Amazing work getting through this chapter, coders! You now have a complete testing and debugging toolkit. Remember: every professional programmer writes bugs. What makes you a great programmer isn't writing perfect code — it's knowing how to find and fix problems quickly. Keep testing, keep debugging, and keep coding!

Key Takeaways

Testing is the process of verifying that your code works correctly. Start with manual testing, then level up to automated unit tests.
Unit testing checks individual functions in isolation. Python's unittest module provides a structured framework with setUp(), test methods, and assertion helpers.
Test cases should cover normal inputs, edge cases (unusual inputs), and boundary values (inputs at the limits).
Assert statements make your expectations explicit: if the condition is false, the program raises an error immediately.
Test-Driven Development (TDD) follows the Red-Green-Refactor cycle: write a failing test, make it pass, then clean up.
Debugging is a systematic process: reproduce, isolate, identify, fix, verify.
Print debugging uses print() to inspect variable values.

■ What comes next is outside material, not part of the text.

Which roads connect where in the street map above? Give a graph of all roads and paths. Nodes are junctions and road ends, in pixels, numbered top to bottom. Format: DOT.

Debugger tools use breakpoints and step through code for more powerful inspection.
Code tracing means manually tracking variable values on paper — essential for understanding logic and for AP exam prep.
Rubber duck debugging works by forcing you to explain your code out loud, which reveals logic errors.
Defensive programming anticipates problems before they happen. Input validation ensures user data is correct and safe before your program uses it.
Code review uses fresh eyes to catch bugs, share knowledge, and improve code quality.

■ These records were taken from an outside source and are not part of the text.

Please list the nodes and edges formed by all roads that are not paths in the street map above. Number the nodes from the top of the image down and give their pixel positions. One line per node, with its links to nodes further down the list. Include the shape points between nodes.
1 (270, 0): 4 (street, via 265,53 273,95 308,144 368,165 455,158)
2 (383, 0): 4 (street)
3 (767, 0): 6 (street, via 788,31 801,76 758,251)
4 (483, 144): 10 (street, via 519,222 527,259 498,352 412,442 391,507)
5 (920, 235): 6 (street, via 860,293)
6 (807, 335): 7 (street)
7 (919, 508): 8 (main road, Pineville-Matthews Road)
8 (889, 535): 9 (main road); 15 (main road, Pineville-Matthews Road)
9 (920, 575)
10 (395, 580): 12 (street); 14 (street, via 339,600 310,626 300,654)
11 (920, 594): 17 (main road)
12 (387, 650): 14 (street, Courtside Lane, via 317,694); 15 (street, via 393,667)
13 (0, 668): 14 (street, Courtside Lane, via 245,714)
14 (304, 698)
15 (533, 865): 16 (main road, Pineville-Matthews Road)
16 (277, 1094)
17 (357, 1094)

Check Your Understanding: What are the three steps of the TDD cycle?

The three steps are Red, Green, Refactor: (1) Red — write a test that fails because the feature doesn't exist yet. (2) Green — write the simplest code that makes the test pass. (3) Refactor — clean up the code while keeping all tests passing. Then repeat the cycle for the next feature.

Check Your Understanding: Why is testing edge cases important?

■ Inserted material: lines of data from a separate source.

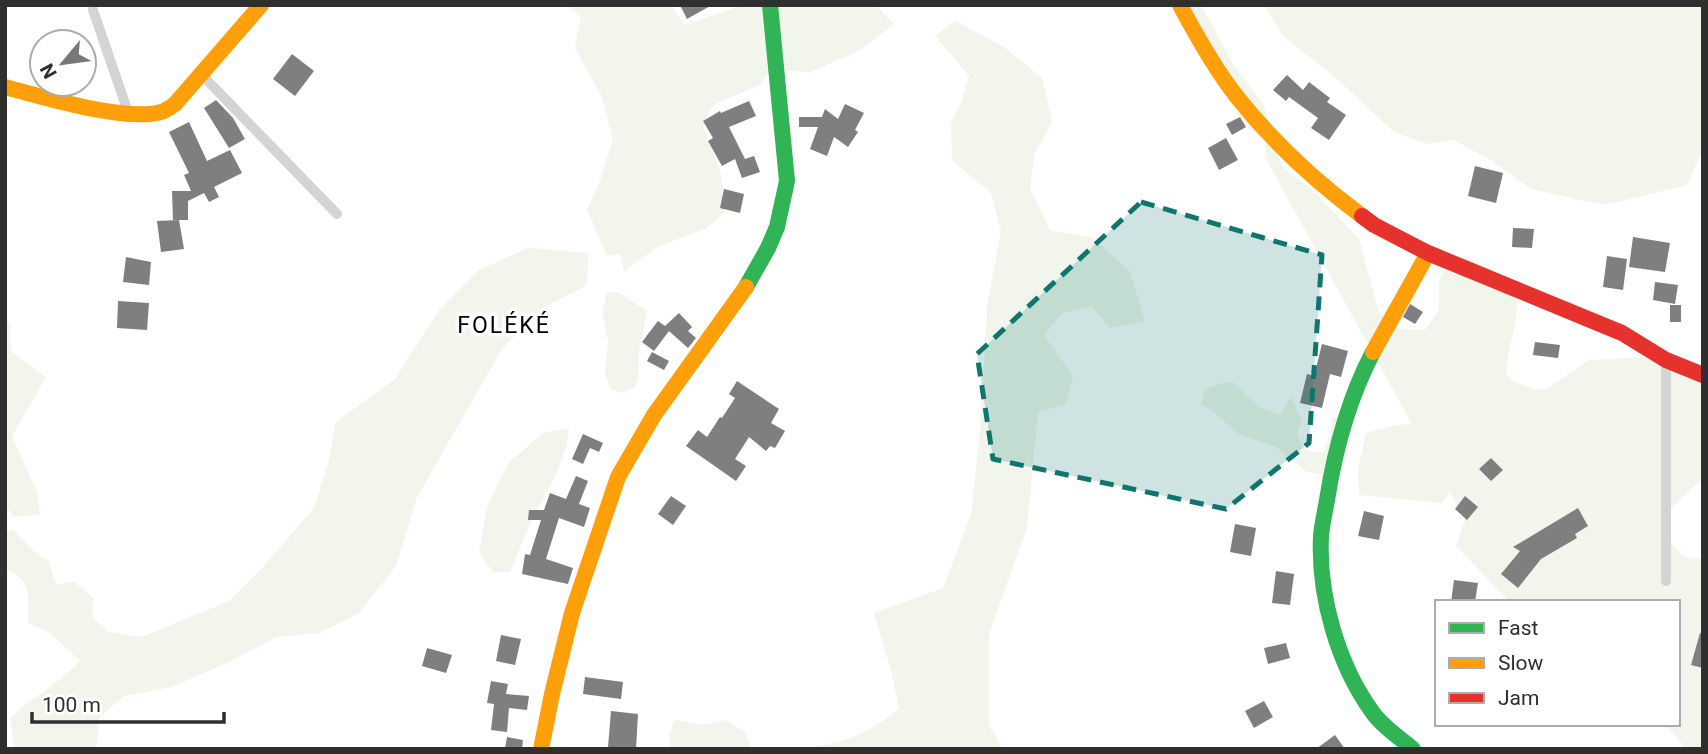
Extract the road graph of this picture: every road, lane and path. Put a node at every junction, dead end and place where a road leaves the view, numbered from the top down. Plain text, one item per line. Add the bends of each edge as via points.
1 (261, 5) edge
2 (770, 5) edge
3 (1180, 5) edge
4 (93, 10) dead end
5 (201, 74) junction
6 (5, 88) edge
7 (128, 112) junction
8 (337, 214) dead end
9 (1428, 253) junction
10 (1666, 360) junction
11 (1703, 374) edge
12 (1666, 581) dead end
13 (541, 749) edge
14 (1413, 749) edge

1 - 5 street
2 - 13 street via 787,181 779,222 740,297 673,388 619,475 582,579 548,705
3 - 9 street via 1220,74 1293,158 1374,225
4 - 7 street
5 - 7 street via 175,104 161,112
5 - 8 street
6 - 7 street
9 - 10 street via 1622,333
9 - 14 street via 1361,375 1334,457 1321,536 1324,588 1354,683 1375,716
10 - 11 street
10 - 12 street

Edge cases are unusual or extreme inputs (like empty lists, negative numbers, or very large values) that are most likely to reveal bugs. Most bugs hide at the edges of what your code handles, not in the typical "happy path." Testing edge cases ensures your code is robust and handles all situations — not just the easy ones.

Check Your Understanding: How does rubber duck debugging work, and why is it effective?

Rubber duck debugging involves explaining your code, line by line, to a rubber duck (or any inanimate object). It works because the act of putting your logic into words forces you to think carefully about what each line actually does. When what you say doesn't match what the code does, you've found your bug. It's effective because it switches your brain from passively reading to actively reasoning about the code.